_WORK REQUEST_. Examine the records and identify each line that includes the string "Baldwin". Copy those lines.

(Records from a data collection)
---
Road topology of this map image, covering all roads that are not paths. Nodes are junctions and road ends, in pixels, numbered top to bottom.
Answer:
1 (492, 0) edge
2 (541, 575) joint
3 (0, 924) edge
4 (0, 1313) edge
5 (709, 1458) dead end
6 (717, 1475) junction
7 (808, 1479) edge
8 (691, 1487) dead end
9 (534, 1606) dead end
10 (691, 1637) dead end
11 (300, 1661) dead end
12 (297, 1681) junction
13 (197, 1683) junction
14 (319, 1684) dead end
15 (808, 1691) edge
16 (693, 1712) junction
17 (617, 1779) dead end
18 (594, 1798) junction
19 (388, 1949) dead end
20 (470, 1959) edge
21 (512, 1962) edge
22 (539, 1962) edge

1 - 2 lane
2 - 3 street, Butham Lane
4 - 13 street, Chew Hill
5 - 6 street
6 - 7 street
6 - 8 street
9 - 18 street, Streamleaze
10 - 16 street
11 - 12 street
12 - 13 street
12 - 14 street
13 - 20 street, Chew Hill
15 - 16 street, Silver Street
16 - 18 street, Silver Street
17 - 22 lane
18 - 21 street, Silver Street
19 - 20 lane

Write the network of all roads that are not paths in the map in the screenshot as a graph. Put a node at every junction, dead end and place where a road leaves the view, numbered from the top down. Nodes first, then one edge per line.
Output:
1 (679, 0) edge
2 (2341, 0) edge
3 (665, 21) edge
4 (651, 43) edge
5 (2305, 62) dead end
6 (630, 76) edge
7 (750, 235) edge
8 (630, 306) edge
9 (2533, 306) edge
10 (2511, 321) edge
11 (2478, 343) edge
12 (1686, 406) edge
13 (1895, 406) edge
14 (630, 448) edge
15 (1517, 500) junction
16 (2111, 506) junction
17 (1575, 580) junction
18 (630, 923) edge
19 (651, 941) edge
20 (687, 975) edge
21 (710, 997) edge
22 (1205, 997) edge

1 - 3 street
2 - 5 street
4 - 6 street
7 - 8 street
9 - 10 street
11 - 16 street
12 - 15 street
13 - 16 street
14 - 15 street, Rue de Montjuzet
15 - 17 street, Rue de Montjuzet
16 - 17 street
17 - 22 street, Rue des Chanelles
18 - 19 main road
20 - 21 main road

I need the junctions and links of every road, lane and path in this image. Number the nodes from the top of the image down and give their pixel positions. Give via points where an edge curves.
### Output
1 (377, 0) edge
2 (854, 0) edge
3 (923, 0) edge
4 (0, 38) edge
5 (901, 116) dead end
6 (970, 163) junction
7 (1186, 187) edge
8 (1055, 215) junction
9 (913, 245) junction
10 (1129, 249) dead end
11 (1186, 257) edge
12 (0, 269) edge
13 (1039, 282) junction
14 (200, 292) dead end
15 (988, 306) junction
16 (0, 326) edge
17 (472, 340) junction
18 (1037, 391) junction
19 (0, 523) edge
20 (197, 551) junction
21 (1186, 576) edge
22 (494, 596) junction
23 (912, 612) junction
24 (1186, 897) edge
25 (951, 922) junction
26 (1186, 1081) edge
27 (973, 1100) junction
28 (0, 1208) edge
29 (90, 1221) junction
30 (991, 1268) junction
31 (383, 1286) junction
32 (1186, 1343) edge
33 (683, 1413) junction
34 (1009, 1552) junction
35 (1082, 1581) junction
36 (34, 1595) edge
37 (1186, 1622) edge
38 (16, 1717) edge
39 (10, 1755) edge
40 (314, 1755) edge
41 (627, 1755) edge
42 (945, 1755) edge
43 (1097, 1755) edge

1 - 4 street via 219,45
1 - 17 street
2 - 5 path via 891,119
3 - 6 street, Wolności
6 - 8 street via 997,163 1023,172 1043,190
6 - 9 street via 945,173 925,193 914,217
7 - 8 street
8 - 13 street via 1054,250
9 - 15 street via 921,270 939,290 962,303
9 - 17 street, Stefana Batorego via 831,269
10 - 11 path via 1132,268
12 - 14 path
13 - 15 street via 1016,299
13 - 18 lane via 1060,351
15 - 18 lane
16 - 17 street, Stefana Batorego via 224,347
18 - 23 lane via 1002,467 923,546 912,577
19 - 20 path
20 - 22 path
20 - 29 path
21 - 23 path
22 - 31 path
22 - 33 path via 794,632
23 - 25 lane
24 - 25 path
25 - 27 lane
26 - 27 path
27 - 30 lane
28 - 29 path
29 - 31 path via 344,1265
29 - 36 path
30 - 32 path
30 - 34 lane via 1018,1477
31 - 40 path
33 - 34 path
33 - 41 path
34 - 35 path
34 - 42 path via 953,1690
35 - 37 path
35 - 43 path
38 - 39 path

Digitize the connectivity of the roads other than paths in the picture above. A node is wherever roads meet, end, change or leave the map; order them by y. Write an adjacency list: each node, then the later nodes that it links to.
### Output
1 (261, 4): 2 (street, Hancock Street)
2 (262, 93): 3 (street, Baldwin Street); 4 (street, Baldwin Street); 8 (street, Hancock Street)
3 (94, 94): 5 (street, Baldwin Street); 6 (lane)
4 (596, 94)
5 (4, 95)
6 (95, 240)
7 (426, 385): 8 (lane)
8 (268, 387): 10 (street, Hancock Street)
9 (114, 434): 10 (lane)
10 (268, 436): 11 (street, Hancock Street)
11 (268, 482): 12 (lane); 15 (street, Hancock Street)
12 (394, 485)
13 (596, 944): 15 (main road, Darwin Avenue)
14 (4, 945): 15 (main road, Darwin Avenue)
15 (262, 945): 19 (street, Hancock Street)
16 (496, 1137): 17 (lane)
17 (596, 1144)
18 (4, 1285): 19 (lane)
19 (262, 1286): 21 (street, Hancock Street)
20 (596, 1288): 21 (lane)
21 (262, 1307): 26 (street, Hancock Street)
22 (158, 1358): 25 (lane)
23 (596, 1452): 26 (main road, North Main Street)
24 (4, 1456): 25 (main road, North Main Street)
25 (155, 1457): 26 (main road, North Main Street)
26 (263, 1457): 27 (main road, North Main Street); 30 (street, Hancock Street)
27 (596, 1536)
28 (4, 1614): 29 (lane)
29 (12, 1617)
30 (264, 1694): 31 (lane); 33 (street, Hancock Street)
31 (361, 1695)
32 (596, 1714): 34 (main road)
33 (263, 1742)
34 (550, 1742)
---
_REPLY TO THE TASK_.
2 (262, 93): 3 (street, Baldwin Street); 4 (street, Baldwin Street); 8 (street, Hancock Street)
3 (94, 94): 5 (street, Baldwin Street); 6 (lane)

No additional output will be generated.